Why we still recommend blocking AI crawlers

Trey Trey Griffin
/ Last updated

In a world where AI is blatantly stealing your content, we’re looking for every opportunity to protect it. That’s why we introduced our Terms of Content Use, and why we’ve been blocking AI crawlers through the Raptive Ads WordPress plugin by default since 2024. 

Since then, the question we’ve heard most from creators is this: does blocking AI crawlers hurt my traffic?

While we were confident that blocking AI crawlers was the right move—we wouldn’t have recommended it otherwise—we continued collecting data to remain sure.

After tracking data for the past year across the 6,000+ sites in the Raptive network, we can confidently say that blocking AI crawlers does not affect your traffic or search rankings.

What does it mean to block AI crawlers? 

When you block an AI crawler—sometimes referred to as an AI bot—you’re telling it via your website’s robots.txt file not to index or scrape your content for training AI models. This doesn’t block legitimate traffic or stop Google’s standard search crawler from finding your site. It only limits specific AI crawlers from collecting and potentially using your content without consent or compensation. 

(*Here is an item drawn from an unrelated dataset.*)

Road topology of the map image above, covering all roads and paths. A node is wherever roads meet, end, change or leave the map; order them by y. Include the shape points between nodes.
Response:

Blocking AI crawlers prevents your original content from being used to generate AI outputs that could compete directly against you for your traffic. And perhaps most importantly, it signals support for the development of responsible, ethical AI. 

We’re not alone in this recommendation. Publishers like The New York Times, Wall Street Journal, Vox, and Reuters have all blocked AI crawler access. 

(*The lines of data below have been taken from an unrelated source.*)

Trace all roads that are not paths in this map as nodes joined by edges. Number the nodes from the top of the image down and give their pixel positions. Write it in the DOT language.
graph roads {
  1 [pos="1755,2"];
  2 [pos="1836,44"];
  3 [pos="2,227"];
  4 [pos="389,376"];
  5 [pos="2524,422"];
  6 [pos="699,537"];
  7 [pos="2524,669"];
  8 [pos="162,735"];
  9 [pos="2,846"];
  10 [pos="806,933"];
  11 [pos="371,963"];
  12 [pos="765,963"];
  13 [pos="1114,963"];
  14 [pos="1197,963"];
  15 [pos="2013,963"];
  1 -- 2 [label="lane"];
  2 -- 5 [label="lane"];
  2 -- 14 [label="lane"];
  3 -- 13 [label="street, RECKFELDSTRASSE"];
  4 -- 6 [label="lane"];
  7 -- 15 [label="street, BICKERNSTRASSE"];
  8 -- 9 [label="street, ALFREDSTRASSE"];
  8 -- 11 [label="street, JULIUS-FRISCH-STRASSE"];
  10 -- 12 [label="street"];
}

The data supports blocking AI crawlers

From June 2024 to May 2025, we tracked traffic patterns across thousands of Raptive creator sites to understand the real impact of AI crawler blocking. 

Here’s what we found:

  • Sites that blocked one or more AI bots saw no statistically significant change in traffic compared to sites that did not block bots. The average traffic variation across cohorts was within 1%, which is what we expect to see due to variables like core updates and changes in search behavior.
  • There was no evidence that blocking AI bots led to negative traffic performance.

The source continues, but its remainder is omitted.